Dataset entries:
*** Begin section ***

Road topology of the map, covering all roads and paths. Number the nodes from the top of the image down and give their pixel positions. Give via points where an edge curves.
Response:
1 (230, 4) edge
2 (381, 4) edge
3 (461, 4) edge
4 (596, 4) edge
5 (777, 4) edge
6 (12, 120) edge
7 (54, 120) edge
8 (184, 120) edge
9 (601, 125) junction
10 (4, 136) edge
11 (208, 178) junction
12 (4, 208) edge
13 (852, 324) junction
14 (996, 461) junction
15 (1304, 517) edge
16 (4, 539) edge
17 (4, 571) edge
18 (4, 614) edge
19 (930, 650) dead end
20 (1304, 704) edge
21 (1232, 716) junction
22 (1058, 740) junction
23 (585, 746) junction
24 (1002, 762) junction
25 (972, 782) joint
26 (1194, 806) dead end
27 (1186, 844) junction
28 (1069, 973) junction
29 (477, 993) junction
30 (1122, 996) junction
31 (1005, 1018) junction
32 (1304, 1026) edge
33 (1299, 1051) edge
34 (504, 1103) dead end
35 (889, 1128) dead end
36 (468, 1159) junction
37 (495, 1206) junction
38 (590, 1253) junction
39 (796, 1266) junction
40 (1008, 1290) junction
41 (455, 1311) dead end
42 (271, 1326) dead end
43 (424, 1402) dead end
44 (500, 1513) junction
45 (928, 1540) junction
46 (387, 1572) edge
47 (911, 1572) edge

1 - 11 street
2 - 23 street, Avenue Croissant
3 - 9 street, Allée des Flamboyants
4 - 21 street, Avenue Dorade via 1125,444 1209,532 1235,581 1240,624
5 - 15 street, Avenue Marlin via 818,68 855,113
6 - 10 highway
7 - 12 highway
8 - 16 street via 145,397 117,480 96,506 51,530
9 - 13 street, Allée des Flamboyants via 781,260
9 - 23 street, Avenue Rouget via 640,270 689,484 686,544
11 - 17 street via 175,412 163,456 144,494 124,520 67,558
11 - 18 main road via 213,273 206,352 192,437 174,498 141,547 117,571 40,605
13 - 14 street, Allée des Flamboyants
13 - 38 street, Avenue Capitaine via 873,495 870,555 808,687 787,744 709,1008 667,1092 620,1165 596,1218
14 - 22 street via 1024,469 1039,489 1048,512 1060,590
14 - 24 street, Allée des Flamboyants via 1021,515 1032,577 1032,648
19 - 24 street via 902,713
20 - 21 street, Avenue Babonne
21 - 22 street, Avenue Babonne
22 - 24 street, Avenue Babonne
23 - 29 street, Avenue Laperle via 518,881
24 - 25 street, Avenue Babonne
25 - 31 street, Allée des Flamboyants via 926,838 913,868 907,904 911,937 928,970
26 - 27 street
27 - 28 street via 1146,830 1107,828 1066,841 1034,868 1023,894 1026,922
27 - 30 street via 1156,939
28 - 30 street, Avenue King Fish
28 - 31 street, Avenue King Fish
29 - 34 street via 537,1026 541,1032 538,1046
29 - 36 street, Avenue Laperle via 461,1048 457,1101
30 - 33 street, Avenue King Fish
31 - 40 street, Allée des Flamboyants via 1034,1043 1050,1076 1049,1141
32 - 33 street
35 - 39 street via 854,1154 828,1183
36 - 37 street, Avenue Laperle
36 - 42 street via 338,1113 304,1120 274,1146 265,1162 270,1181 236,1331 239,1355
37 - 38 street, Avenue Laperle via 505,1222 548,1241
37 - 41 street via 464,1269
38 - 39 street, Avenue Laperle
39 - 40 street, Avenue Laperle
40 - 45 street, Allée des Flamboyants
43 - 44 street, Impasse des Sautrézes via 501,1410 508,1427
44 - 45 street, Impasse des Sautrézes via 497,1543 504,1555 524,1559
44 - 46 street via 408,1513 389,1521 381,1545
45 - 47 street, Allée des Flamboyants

*** End section ***

What is needed is an exact transcription of all the data.

Road topology of the map, covering all roads and paths. Number the nodes from the top of the image down and give their pixel positions. Give via points where an edge curves.
Response:
1 (230, 4) edge
2 (381, 4) edge
3 (461, 4) edge
4 (596, 4) edge
5 (777, 4) edge
6 (12, 120) edge
7 (54, 120) edge
8 (184, 120) edge
9 (601, 125) junction
10 (4, 136) edge
11 (208, 178) junction
12 (4, 208) edge
13 (852, 324) junction
14 (996, 461) junction
15 (1304, 517) edge
16 (4, 539) edge
17 (4, 571) edge
18 (4, 614) edge
19 (930, 650) dead end
20 (1304, 704) edge
21 (1232, 716) junction
22 (1058, 740) junction
23 (585, 746) junction
24 (1002, 762) junction
25 (972, 782) joint
26 (1194, 806) dead end
27 (1186, 844) junction
28 (1069, 973) junction
29 (477, 993) junction
30 (1122, 996) junction
31 (1005, 1018) junction
32 (1304, 1026) edge
33 (1299, 1051) edge
34 (504, 1103) dead end
35 (889, 1128) dead end
36 (468, 1159) junction
37 (495, 1206) junction
38 (590, 1253) junction
39 (796, 1266) junction
40 (1008, 1290) junction
41 (455, 1311) dead end
42 (271, 1326) dead end
43 (424, 1402) dead end
44 (500, 1513) junction
45 (928, 1540) junction
46 (387, 1572) edge
47 (911, 1572) edge

1 - 11 street
2 - 23 street, Avenue Croissant
3 - 9 street, Allée des Flamboyants
4 - 21 street, Avenue Dorade via 1125,444 1209,532 1235,581 1240,624
5 - 15 street, Avenue Marlin via 818,68 855,113
6 - 10 highway
7 - 12 highway
8 - 16 street via 145,397 117,480 96,506 51,530
9 - 13 street, Allée des Flamboyants via 781,260
9 - 23 street, Avenue Rouget via 640,270 689,484 686,544
11 - 17 street via 175,412 163,456 144,494 124,520 67,558
11 - 18 main road via 213,273 206,352 192,437 174,498 141,547 117,571 40,605
13 - 14 street, Allée des Flamboyants
13 - 38 street, Avenue Capitaine via 873,495 870,555 808,687 787,744 709,1008 667,1092 620,1165 596,1218
14 - 22 street via 1024,469 1039,489 1048,512 1060,590
14 - 24 street, Allée des Flamboyants via 1021,515 1032,577 1032,648
19 - 24 street via 902,713
20 - 21 street, Avenue Babonne
21 - 22 street, Avenue Babonne
22 - 24 street, Avenue Babonne
23 - 29 street, Avenue Laperle via 518,881
24 - 25 street, Avenue Babonne
25 - 31 street, Allée des Flamboyants via 926,838 913,868 907,904 911,937 928,970
26 - 27 street
27 - 28 street via 1146,830 1107,828 1066,841 1034,868 1023,894 1026,922
27 - 30 street via 1156,939
28 - 30 street, Avenue King Fish
28 - 31 street, Avenue King Fish
29 - 34 street via 537,1026 541,1032 538,1046
29 - 36 street, Avenue Laperle via 461,1048 457,1101
30 - 33 street, Avenue King Fish
31 - 40 street, Allée des Flamboyants via 1034,1043 1050,1076 1049,1141
32 - 33 street
35 - 39 street via 854,1154 828,1183
36 - 37 street, Avenue Laperle
36 - 42 street via 338,1113 304,1120 274,1146 265,1162 270,1181 236,1331 239,1355
37 - 38 street, Avenue Laperle via 505,1222 548,1241
37 - 41 street via 464,1269
38 - 39 street, Avenue Laperle
39 - 40 street, Avenue Laperle
40 - 45 street, Allée des Flamboyants
43 - 44 street, Impasse des Sautrézes via 501,1410 508,1427
44 - 45 street, Impasse des Sautrézes via 497,1543 504,1555 524,1559
44 - 46 street via 408,1513 389,1521 381,1545
45 - 47 street, Allée des Flamboyants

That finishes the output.